Fluid-structure interaction ( fsi ) modeling of thin plates

The fluid-structure interaction (FSI) of both flat and curved plates in parallel flow has been successfully simulated using popular numeric codes. The FSI models are carried out using a prototypic geometry of one 1.016 mm (40 mils) plate bounded by fluid channels of differing thickness. The modeled plate uses isotropic structural properties of Al 6061-T6 while the fluid is assumed to be water. High velocity flow combined with the dissimilar fluid channel gaps leads to a pressure differential across the plate that causes plate deflection. The plate’s structural behavior is modeled using Abaqus, a finite element based code, and the fluid flow in the channels is modeled using Star-CCM+, a control volume based code. A loosely coupled (explicit) scheme is utilized in the FSI models in an effort to decrease runtime. However, utilizing a loosely coupled scheme amplifies solution-destabilizing behavior of the FSI models for the complex problem evaluated. In particular, incompressible turbulent flow around a slender geometry and comparable densities of the fluid and the structure contribute to solution instability. The iterative data exchange between the computational domains therefore needs to be managed very carefully depending on the spatial mesh used and the time step employed in the models. It was discovered that the range of stable time steps diminishes with increasing flow velocity. Furthermore, both an upper and lower limit of stable time steps was found through a range of flow velocities. These upper and lower limits on the time step are likely dependent on the spatial mesh used. The flat plate FSI models were compared to both curved plate models and experiment data collected using the Hydro-Mechanical Flow Loop at the University of Missouri.
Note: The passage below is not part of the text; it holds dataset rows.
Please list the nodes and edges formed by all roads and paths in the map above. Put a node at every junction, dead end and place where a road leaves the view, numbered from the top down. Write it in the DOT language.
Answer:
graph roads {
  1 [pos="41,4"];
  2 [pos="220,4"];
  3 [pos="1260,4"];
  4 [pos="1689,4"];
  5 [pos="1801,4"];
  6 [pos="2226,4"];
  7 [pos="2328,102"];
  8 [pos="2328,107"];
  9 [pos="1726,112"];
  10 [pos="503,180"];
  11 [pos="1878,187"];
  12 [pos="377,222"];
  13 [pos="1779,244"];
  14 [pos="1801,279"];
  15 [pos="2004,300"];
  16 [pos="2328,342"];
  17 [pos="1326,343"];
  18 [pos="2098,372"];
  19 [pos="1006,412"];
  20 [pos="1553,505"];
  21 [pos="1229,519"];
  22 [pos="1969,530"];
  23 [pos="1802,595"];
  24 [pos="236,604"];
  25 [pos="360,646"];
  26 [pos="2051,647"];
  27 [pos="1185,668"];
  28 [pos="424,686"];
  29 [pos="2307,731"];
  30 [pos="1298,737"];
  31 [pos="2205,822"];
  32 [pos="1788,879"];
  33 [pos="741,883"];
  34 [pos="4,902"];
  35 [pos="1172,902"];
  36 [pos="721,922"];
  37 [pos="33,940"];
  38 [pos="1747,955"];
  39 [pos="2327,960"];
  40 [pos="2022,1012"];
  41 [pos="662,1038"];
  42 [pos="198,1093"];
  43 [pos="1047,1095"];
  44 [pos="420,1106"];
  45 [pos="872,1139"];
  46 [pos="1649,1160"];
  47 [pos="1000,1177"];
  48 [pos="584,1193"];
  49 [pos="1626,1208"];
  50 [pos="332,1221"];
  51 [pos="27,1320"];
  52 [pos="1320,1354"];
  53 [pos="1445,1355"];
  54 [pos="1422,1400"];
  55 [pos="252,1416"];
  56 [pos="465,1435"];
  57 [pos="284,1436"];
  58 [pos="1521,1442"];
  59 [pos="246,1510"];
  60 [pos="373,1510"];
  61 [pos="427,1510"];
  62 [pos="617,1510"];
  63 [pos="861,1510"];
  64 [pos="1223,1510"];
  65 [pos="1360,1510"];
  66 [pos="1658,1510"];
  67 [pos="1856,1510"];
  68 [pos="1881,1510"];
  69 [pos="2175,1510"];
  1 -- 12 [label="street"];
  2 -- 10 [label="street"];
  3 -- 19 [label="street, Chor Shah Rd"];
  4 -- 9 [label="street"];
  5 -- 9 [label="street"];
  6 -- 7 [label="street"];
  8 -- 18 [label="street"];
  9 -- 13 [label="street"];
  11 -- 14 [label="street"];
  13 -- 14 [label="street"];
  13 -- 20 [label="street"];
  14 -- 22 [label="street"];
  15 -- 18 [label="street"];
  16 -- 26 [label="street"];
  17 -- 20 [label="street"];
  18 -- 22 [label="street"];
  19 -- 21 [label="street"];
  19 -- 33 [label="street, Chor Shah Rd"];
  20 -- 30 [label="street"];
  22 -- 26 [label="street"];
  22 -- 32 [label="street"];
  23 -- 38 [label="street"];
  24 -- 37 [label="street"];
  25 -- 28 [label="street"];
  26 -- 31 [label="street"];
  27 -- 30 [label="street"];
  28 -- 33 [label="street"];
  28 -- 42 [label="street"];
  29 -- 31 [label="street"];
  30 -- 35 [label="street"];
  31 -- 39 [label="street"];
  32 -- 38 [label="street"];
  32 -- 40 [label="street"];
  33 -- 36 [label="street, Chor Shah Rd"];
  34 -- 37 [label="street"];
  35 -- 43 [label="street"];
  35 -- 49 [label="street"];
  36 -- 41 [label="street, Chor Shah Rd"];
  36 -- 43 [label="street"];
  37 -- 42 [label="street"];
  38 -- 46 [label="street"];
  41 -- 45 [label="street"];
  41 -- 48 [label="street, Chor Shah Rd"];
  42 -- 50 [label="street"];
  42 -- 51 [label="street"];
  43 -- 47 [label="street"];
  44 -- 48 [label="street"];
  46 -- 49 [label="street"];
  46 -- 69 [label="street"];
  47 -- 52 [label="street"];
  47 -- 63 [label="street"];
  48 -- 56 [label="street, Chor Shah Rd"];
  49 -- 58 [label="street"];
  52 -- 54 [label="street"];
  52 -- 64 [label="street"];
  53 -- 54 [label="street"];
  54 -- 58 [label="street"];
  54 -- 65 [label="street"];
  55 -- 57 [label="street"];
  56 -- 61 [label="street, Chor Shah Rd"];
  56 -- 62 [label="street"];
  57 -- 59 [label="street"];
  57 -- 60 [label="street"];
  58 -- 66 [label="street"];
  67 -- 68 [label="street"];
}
It was found that the curved plate models deflected less than the flat plate models by more than an order of magnitude. This is due to the increased stiffness of the curved plates. Comparison to the experiment shows the flat plate models deviating from the experiment data. It is hypothesized this is a result of assuming idealized geometry in the models when in reality the experiment has small geometric deviations. Thus, future FSI models should account for these geometric deviations in the experiment to help facilitate convergence of the experimental data with the model’s predicted solutions.